*Exercise objective*: Write out exactly the lines of the entries below from the one holding "ring dip: (301, 259)" to the one holding "pinky tip: (462, 281)", inclusive, and leave out all other lines.

START Task material

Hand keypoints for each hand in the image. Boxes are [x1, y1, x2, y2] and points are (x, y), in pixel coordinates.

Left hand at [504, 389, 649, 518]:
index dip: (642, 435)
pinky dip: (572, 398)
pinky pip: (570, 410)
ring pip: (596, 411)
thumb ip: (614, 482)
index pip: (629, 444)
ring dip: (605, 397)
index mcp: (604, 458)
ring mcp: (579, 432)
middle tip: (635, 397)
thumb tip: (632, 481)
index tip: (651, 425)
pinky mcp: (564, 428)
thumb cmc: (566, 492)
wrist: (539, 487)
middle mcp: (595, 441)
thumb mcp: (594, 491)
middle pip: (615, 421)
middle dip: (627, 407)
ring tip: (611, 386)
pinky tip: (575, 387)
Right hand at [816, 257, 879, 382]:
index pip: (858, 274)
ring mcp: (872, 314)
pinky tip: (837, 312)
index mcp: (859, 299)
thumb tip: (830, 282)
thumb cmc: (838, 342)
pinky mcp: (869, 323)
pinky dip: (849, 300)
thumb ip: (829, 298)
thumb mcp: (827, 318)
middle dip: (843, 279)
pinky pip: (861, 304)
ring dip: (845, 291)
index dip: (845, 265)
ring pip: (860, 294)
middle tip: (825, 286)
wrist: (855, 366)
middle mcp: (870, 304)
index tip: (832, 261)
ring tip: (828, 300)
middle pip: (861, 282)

END Task material
START Task material

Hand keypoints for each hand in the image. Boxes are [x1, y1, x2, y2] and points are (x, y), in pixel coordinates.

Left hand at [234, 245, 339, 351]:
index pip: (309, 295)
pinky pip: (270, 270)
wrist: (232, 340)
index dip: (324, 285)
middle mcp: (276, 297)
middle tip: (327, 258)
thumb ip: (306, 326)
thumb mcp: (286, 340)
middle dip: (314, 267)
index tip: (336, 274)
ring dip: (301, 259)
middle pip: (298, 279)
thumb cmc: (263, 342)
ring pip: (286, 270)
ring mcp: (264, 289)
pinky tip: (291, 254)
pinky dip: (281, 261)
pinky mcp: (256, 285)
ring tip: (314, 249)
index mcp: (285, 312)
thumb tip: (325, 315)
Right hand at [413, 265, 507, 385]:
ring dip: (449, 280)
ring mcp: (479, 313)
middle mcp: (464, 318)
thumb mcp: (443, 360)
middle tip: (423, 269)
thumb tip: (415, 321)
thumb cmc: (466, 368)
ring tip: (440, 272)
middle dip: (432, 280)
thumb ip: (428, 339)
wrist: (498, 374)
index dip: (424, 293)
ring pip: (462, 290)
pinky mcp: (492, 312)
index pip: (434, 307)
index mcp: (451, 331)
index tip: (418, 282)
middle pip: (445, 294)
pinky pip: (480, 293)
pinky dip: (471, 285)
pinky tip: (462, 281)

END Task material
START Task material

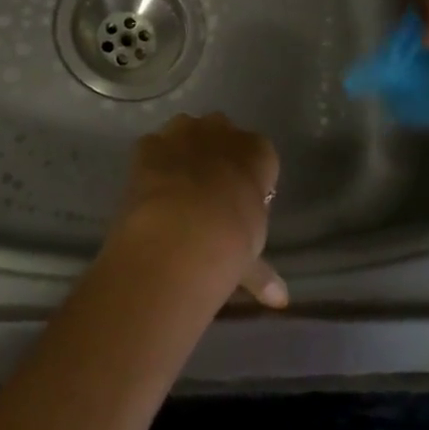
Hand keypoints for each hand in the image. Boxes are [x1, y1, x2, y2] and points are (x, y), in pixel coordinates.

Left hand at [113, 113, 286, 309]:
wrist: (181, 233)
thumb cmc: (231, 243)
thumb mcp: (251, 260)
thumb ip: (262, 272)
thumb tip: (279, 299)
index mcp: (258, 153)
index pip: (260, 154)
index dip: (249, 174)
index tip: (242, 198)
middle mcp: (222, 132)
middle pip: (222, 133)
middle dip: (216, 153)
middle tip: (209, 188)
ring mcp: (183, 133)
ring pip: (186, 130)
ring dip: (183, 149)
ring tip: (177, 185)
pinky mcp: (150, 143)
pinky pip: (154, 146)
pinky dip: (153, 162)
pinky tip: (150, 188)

END Task material

*Exercise result*:
ring dip: (301, 259)
middle pip: (298, 279)
thumb cmc: (263, 342)
ring pip: (286, 270)
ring mcp: (264, 289)
pinky tip: (291, 254)
pinky dip: (281, 261)
pinky mcp: (256, 285)
ring tip: (314, 249)
index mcp: (285, 312)
thumb tip: (325, 315)
Right hand at [413, 265, 507, 385]:
ring dip: (449, 280)
ring mcp: (479, 313)
middle mcp: (464, 318)
thumb mcp: (443, 360)
middle tip: (423, 269)
thumb tip: (415, 321)
thumb cmc: (466, 368)
ring tip: (440, 272)
middle dip: (432, 280)
thumb ip: (428, 339)
wrist: (498, 374)
index dip: (424, 293)
ring pip: (462, 290)
pinky mcp: (492, 312)
index pip: (434, 307)
index mcp: (451, 331)
index tip: (418, 282)
middle pip: (445, 294)
pinky pip: (480, 293)
pinky dip: (471, 285)
pinky tip: (462, 281)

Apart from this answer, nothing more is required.